Top of Supplied entries

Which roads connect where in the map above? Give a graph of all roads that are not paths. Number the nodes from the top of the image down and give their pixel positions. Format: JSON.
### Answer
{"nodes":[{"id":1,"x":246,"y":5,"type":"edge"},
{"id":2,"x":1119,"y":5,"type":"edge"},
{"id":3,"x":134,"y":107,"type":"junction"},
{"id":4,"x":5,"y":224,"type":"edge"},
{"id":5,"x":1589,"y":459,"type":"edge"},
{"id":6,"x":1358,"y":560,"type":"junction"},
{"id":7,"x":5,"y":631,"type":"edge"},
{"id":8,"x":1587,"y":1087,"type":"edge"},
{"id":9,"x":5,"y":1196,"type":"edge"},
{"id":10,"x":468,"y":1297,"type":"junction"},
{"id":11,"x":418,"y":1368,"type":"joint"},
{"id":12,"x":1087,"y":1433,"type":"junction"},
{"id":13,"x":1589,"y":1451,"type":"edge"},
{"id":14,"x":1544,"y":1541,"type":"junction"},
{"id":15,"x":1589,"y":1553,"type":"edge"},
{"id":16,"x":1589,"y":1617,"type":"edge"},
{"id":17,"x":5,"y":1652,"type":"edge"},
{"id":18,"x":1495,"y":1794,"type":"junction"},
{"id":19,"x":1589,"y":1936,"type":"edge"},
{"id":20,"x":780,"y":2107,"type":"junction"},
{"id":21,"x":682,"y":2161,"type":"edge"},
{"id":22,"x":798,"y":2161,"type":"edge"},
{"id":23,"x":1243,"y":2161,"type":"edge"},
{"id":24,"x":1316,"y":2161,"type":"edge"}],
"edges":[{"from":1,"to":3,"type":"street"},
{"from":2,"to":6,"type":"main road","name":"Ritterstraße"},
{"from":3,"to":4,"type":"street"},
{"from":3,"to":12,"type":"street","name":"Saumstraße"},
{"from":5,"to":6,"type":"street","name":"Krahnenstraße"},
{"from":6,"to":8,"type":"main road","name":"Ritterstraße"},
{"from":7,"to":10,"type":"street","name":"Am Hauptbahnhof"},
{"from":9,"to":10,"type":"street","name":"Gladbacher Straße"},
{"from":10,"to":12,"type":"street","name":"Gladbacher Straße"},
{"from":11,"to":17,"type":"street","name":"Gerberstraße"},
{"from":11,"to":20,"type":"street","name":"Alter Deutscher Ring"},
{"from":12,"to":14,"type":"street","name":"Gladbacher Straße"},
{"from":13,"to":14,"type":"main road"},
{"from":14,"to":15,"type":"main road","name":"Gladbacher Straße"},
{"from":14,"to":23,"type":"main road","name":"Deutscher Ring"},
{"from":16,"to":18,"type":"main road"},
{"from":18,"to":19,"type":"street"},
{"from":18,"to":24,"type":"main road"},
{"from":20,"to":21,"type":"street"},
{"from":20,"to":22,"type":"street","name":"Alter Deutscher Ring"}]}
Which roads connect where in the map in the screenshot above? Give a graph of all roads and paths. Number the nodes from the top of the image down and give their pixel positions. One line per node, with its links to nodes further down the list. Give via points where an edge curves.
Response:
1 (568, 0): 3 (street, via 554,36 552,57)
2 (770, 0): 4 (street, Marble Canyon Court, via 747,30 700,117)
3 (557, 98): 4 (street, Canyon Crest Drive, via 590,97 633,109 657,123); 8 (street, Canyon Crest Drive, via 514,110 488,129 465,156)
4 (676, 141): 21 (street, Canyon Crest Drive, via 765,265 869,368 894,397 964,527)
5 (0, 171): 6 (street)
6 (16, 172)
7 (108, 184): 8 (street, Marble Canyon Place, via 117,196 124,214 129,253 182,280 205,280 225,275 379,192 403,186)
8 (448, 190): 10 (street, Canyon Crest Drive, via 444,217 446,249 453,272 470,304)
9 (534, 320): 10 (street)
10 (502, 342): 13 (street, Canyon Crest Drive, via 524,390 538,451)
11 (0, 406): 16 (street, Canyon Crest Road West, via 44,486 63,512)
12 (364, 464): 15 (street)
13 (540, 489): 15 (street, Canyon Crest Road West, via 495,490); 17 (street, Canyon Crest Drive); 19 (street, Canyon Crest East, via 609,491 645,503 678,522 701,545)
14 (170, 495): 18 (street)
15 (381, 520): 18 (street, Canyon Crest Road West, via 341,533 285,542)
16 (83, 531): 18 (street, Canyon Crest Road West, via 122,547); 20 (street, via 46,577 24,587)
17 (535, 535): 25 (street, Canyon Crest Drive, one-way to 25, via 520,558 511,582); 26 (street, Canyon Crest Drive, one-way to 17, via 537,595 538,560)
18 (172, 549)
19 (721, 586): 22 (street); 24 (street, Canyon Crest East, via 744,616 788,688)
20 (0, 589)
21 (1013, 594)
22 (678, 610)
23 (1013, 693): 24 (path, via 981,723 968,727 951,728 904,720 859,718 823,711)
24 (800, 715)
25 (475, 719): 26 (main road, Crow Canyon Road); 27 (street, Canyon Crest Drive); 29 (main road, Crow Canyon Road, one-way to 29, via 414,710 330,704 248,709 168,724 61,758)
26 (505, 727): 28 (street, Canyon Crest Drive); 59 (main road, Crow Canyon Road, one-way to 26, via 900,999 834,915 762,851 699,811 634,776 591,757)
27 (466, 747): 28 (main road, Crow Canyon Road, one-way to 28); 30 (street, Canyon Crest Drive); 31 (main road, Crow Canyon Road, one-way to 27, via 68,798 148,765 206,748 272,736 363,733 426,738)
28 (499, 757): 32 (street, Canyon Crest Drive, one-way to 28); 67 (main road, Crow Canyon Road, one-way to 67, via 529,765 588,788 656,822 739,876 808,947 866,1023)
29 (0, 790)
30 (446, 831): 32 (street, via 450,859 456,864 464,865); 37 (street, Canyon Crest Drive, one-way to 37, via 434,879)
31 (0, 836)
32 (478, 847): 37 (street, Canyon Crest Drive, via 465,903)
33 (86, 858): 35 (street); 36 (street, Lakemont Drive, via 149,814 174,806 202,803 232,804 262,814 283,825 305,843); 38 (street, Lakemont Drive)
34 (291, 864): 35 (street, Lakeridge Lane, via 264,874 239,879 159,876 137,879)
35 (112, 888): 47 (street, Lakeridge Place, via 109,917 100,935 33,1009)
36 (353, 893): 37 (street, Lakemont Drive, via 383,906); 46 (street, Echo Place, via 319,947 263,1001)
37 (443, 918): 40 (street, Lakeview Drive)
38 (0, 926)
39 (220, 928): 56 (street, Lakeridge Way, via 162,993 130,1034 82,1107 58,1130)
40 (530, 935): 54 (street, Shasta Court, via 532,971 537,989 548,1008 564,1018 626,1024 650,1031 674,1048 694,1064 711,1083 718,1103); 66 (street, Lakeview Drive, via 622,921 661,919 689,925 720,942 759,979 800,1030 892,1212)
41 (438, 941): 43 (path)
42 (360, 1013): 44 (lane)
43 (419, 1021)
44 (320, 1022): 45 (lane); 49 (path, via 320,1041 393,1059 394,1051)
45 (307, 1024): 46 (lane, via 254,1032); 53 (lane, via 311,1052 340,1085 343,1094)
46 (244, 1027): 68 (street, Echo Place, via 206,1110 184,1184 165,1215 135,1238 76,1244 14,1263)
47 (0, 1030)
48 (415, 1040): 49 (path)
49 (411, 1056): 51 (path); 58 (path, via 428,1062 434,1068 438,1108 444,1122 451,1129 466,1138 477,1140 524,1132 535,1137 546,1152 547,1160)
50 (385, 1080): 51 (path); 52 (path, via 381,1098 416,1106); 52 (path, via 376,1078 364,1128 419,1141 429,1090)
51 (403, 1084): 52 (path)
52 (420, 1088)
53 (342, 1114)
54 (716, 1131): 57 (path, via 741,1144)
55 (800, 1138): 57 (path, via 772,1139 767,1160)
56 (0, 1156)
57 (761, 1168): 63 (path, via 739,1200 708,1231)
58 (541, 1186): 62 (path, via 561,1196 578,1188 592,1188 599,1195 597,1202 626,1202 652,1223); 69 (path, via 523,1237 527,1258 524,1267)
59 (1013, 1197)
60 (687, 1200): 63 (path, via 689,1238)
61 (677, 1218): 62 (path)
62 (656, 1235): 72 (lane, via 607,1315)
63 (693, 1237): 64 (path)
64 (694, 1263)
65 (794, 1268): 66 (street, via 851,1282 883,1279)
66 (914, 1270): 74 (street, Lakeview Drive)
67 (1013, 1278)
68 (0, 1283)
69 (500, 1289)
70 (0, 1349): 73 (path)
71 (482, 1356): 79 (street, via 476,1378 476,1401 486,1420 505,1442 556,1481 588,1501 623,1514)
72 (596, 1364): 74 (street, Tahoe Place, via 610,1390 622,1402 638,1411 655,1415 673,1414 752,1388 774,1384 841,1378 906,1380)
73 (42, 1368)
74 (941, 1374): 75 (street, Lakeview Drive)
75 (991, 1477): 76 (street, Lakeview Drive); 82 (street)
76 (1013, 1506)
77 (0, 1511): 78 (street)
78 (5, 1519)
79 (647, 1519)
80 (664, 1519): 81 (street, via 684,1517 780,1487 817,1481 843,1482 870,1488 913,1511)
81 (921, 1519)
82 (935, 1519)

Bottom of Supplied entries

▶ _Work item_: Give the number of lines in the entries above that include the word "down", and nothing more.

▶ _Answer to this problem_: 2